Article

Marathon de Paris: la capitale passe en mode contournement

Restrictions de circulation, fermetures d’axes et stationnement interdit: ce qu’il faut anticiper à Paris autour du Marathon du 12 avril.

Illustration - coureurs et axes parisiens bloqués

Dimanche 12 avril, Paris ne ralentit pas. Elle se découpe. Le Marathon de Paris attend 60 000 coureurs, 250 000 spectateurs et 126 nationalités. Les Champs-Élysées ferment dès 00 h 01 jusqu’à 15 h. L’avenue Foch bascule de 4 h à 23 h 30. Entre 7 h et 13 h 30, un gros bloc central devient très difficile à franchir, de la Concorde à Rivoli, d’Opéra à Bastille. Ensuite, la contrainte glisse vers l’ouest jusqu’en fin d’après-midi, avec les quais, le pont Garigliano, l’avenue de New York, le Trocadéro, Passy et Auteuil. Le point utile est simple: dimanche, il ne faut pas compter traverser Paris en surface comme un dimanche normal.

Le vrai piège n’est pas seulement l’embouteillage. C’est le faux bon plan. Les sorties du périphérique porte de Charenton et porte Dorée ferment dès 5 h 30, puis porte Dauphine, porte de Passy, porte d’Auteuil et la sortie n° 1 de l’A13 à partir de 7 h. Le stationnement, lui, saute parfois dès le 10 avril au soir selon les secteurs. Ceux qui se feront piéger ne seront pas les marathoniens. Ce seront les riverains, les visiteurs du week-end, les chauffeurs, les livreurs, tous ceux qui pensaient juste passer ou laisser une voiture quelques heures.

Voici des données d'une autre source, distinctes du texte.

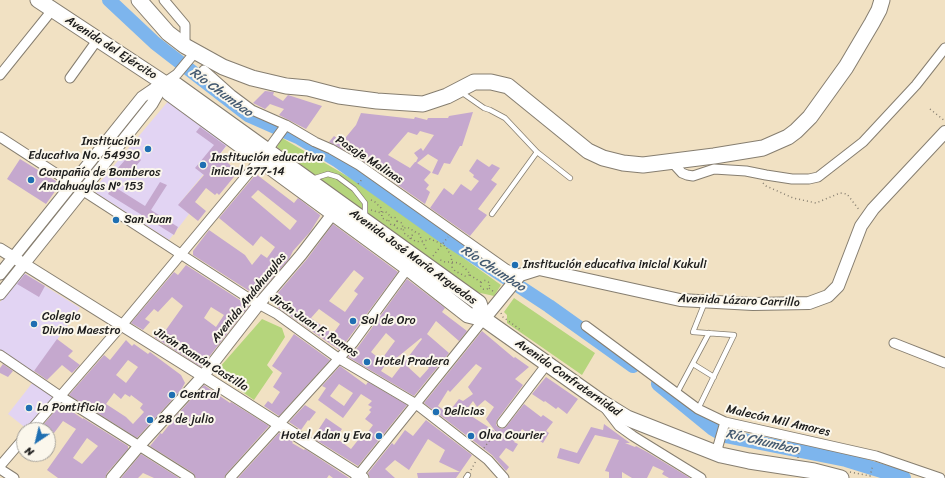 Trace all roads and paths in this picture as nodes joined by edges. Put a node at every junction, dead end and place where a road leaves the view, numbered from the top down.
1 (38, 0) edge
2 (138, 0) edge
3 (164, 0) edge
4 (882, 0) edge
5 (52, 9) junction
6 (98, 39) junction
7 (945, 48) edge
8 (190, 51) junction
9 (204, 70) dead end
10 (0, 75) edge
11 (70, 78) dead end
12 (164, 83) junction
13 (457, 90) junction
14 (930, 109) dead end
15 (945, 121) edge
16 (286, 126) junction
17 (945, 132) edge
18 (0, 138) edge
19 (537, 152) junction
20 (263, 155) junction
21 (672, 162) junction
22 (754, 173) junction
23 (365, 175) dead end
24 (570, 178) dead end
25 (307, 180) junction
26 (359, 183) dead end
27 (72, 185) junction
28 (82, 192) junction
29 (362, 199) junction
30 (337, 208) junction
31 (381, 213) junction
32 (365, 214) junction
33 (492, 214) dead end
34 (391, 217) junction
35 (866, 219) junction
36 (388, 221) junction
37 (397, 221) junction
38 (394, 225) junction
39 (403, 229) junction
40 (414, 231) junction
41 (410, 239) junction
42 (422, 242) junction
43 (443, 243) junction
44 (0, 249) edge
45 (180, 255) junction
46 (13, 258) junction
47 (421, 262) junction
48 (452, 262) junction
49 (24, 265) junction
50 (0, 274) edge
51 (470, 275) junction
52 (519, 277) junction
53 (482, 283) junction
54 (0, 294) edge
55 (504, 296) junction
56 (705, 302) junction
57 (259, 304) junction
58 (484, 319) junction
59 (122, 325) junction
60 (586, 326) dead end
61 (522, 331) dead end
62 (710, 333) junction
63 (894, 343) dead end
64 (0, 356) edge
65 (338, 358) junction
66 (945, 363) edge
67 (547, 364) junction
68 (693, 364) junction
69 (203, 376) junction
70 (714, 377) junction
71 (677, 393) junction
72 (60, 396) junction
73 (601, 402) junction
74 (416, 404) junction
75 (698, 409) junction
76 (38, 422) edge
77 (502, 423) dead end
78 (278, 424) junction
79 (724, 425) junction
80 (801, 443) dead end
81 (139, 446) junction
82 (16, 448) edge
83 (717, 448) junction
84 (798, 457) dead end
85 (874, 461) dead end
86 (0, 467) edge
87 (845, 475) edge
88 (359, 477) edge
89 (14, 478) edge
90 (112, 478) edge
91 (190, 478) edge
92 (230, 478) edge
93 (504, 478) edge
94 (701, 478) edge
95 (940, 478) edge

1 - 5 highway, Avenida del Ejército
2 - 8 highway
3 - 8 street
4 - 21 highway
5 - 6 highway, Avenida del Ejército
5 - 10 street
6 - 11 street
6 - 12 highway, Avenida del Ejército
7 - 22 street
8 - 12 street
8 - 13 highway
9 - 16 street, Pasaje Malinas
12 - 20 highway, Avenida José María Arguedas
12 - 27 street
12 - 28 street
13 - 19 lane
13 - 21 highway
14 - 15 path
16 - 20 street
16 - 52 street, Pasaje Malinas
17 - 35 main road, Avenida Lázaro Carrillo
18 - 27 street, Jirón Juan F. Ramos
19 - 24 lane
19 - 33 lane
20 - 25 highway, Avenida José María Arguedas
20 - 30 highway, Avenida José María Arguedas
20 - 45 street
21 - 22 street
22 - 35 path
23 - 26 path
25 - 29 lane
25 - 30 highway, Avenida José María Arguedas
27 - 28 street, Jirón Juan F. Ramos
27 - 46 street
28 - 45 street, Jirón Juan F. Ramos
28 - 49 street
29 - 31 path
29 - 32 lane
30 - 32 highway, Avenida José María Arguedas
30 - 47 highway, Avenida José María Arguedas
30 - 57 street, Avenida Andahuaylas
31 - 32 path
31 - 34 path
31 - 36 path
32 - 47 highway, Avenida José María Arguedas
34 - 36 path
34 - 37 path
35 - 56 main road, Avenida Lázaro Carrillo
36 - 38 path
37 - 38 path
37 - 39 path
38 - 39 path
39 - 40 path
39 - 41 path
40 - 41 path
40 - 42 path
41 - 42 path
42 - 43 path
42 - 47 path
43 - 47 path
43 - 48 path
44 - 46 street, Jirón Ramón Castilla
45 - 57 street, Jirón Juan F. Ramos
45 - 59 street
46 - 49 street, Jirón Ramón Castilla
46 - 50 street
47 - 48 path
47 - 58 highway, Avenida José María Arguedas
47 - 65 street
48 - 51 path
48 - 51 path
49 - 54 street
49 - 59 street, Jirón Ramón Castilla
51 - 53 path
52 - 55 main road
52 - 56 main road, Avenida Lázaro Carrillo
53 - 53 path
55 - 58 main road
55 - 61 path
56 - 62 lane
57 - 65 street, Jirón Juan F. Ramos
57 - 69 street, Avenida Andahuaylas
58 - 67 highway, Avenida Confraternidad
58 - 74 street
59 - 69 street, Jirón Ramón Castilla
59 - 72 street
60 - 71 street, Malecón Mil Amores
62 - 68 lane
62 - 70 lane
63 - 66 street
64 - 72 street
65 - 74 street, Jirón Juan F. Ramos
65 - 78 street
67 - 73 highway, Avenida Confraternidad
67 - 77 street
68 - 70 lane
68 - 71 lane
69 - 78 street, Jirón Ramón Castilla
69 - 81 street, Avenida Andahuaylas
70 - 75 lane
71 - 75 street, Malecón Mil Amores
72 - 76 street
72 - 81 street
73 - 83 highway, Avenida Confraternidad
73 - 94 street
74 - 88 street
74 - 93 street, Jirón Juan F. Ramos
75 - 79 street, Malecón Mil Amores
78 - 88 street, Jirón Ramón Castilla
78 - 92 street
79 - 83 street
79 - 95 street, Malecón Mil Amores
80 - 84 path
81 - 90 street, Avenida Andahuaylas
81 - 91 street
82 - 86 street
83 - 87 highway, Avenida Confraternidad
85 - 87 path
86 - 89 street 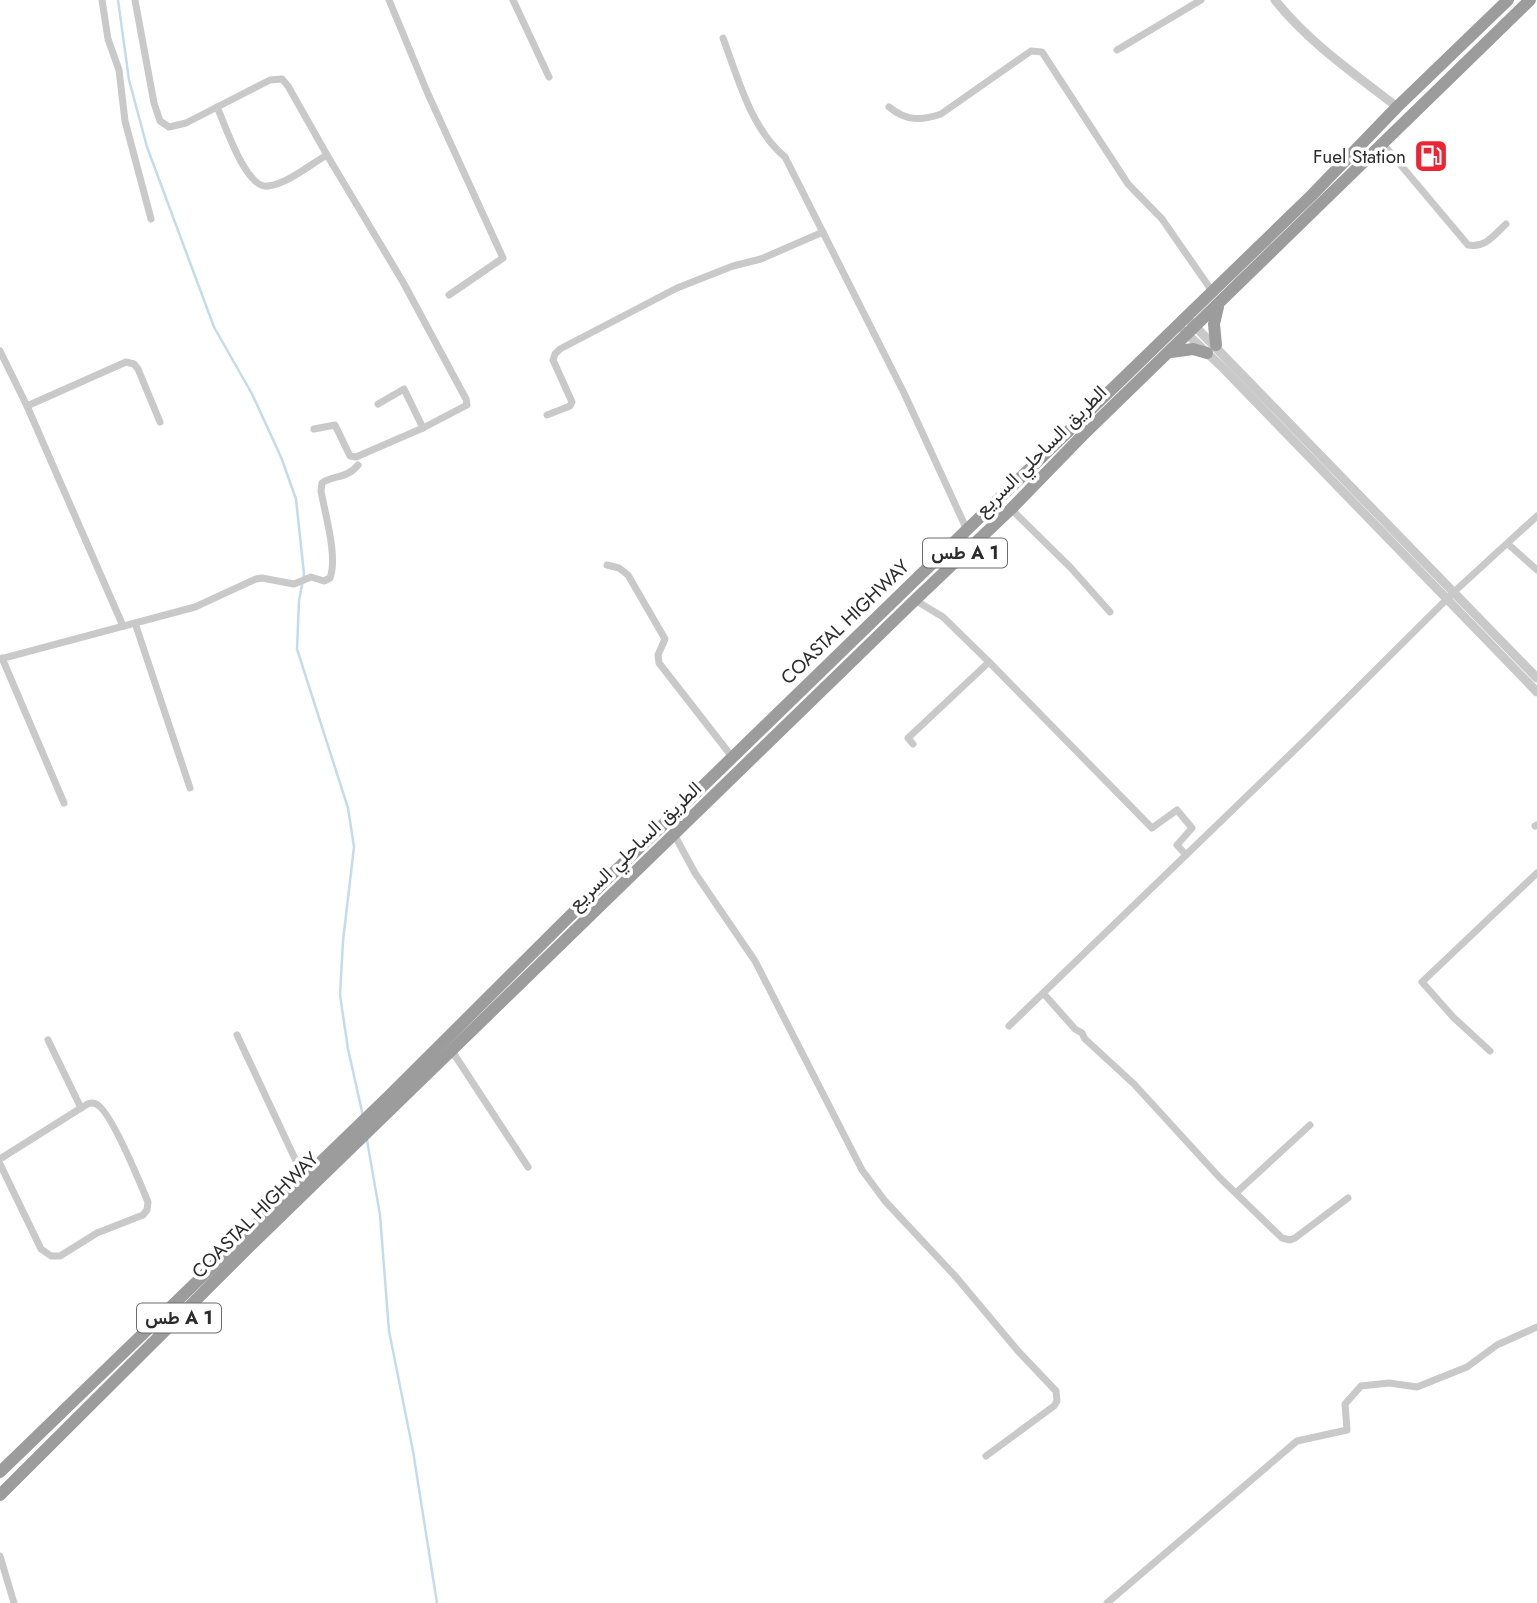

C’est là que le sujet dépasse la simple liste de rues fermées. Un marathon de cette taille n’occupe plus seulement des avenues. Il déprogramme des usages ordinaires. Aller travailler, livrer, rejoindre un train, récupérer quelqu’un, traverser la ville d’est en ouest, tout devient une affaire d’anticipation. Paris ne gère plus seulement une course. Elle déplace, pendant quelques heures, la priorité de la ville entière. Et plus l’épreuve grossit, plus ce déplacement touche large. Cette année, 49 % des participants courent leur premier marathon et les femmes représentent 33 % du peloton, contre 25 % en 2022. Le marathon n’est plus un rendez-vous de niche. C’est un événement de masse.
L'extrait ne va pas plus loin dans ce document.